DevOps for IoT: You’re kidding, right?

by Simon Crosby, on May 24, 2018 12:28:24 PM

Those of us who have spent time building cloud stacks tend to assume that what we’ve built is so cool that it must be useful for all use cases. The cloud must be the answer to all questions, and the new workflows and processes for cloud based apps must apply. Naively, we assume that the new practices of cloud-native development and application lifecycle management will apply broadly. It’s important to be pragmatic:  David Linthicum has it right: The powerful new tools of the trade developed for cloud native apps will take forever to make it to legacy edge environments. Why?

There are two dimensions to this problem: Technology, and skill sets / work practice. Let’s start with tech.

We need to distinguish between cloud-native apps, and the stuff that’s been running enterprises forever.

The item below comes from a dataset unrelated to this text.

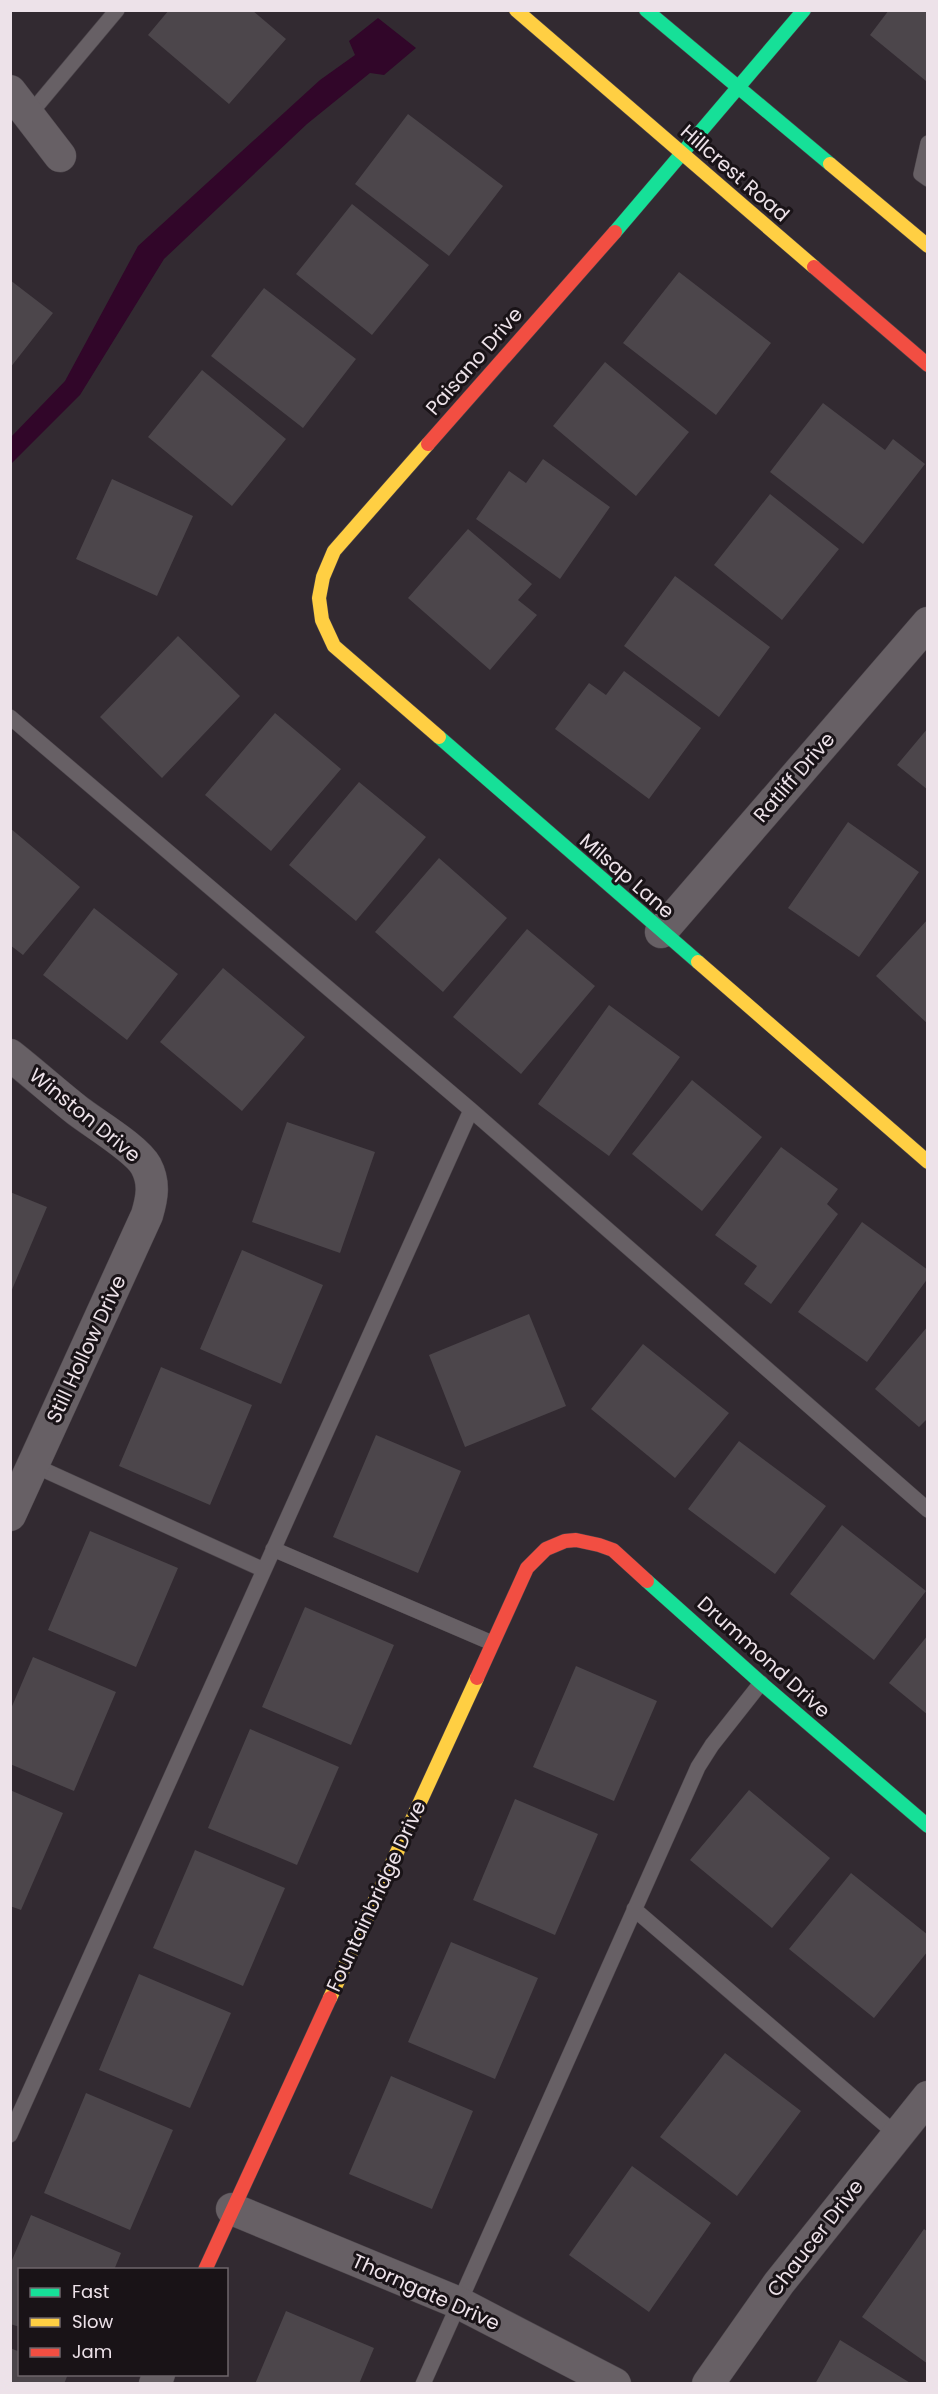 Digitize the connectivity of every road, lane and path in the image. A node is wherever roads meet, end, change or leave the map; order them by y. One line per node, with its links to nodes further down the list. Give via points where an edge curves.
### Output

For a cloud-native app, data is already in, or will be delivered to the cloud, and DevOps as the new, powerful application development, delivery and lifecycle management paradigm makes total sense: I stand in awe of the fantastic achievements of the Netflix crew, who now deliver a billion hours of video per week. To the extent that IoT means “consumer / mobile apps and devices”, the DevOps paradigm seems entirely appropriate – it’s become a proven way to build, run and manage cloud applications at scale. The IoT stacks from Google and AWS are built for DevOps

Legacy enterprise applications were historically the domain of IT. Some were bought, others built in-house.  Here, private and hybrid cloud discussions related to “lift and shift” - of VMs or in some case apps - onto virtualized infrastructure - is still a key focus, and DevOps is merely a mystery. The application lifecycle is dominated by traditional IT-centric management, and OS and application patching and lifecycle management are typically manual. While there is a strong push to re-factor certain classes of enterprise apps into a containerized, micro-service based architecture, this is far from the norm.  Enterprises use and control edge equipment or assets also manage the lifecycle of bespoke and embedded systems– from SCADA infrastructure to PLCs and more. These systems are proprietary, and often control assets in real-time, so the cloud is out of the picture. Typically, these systems and their data are security and privacy sensitive. Often they are managed by operations teams. Here, DevOps is simply unheard of.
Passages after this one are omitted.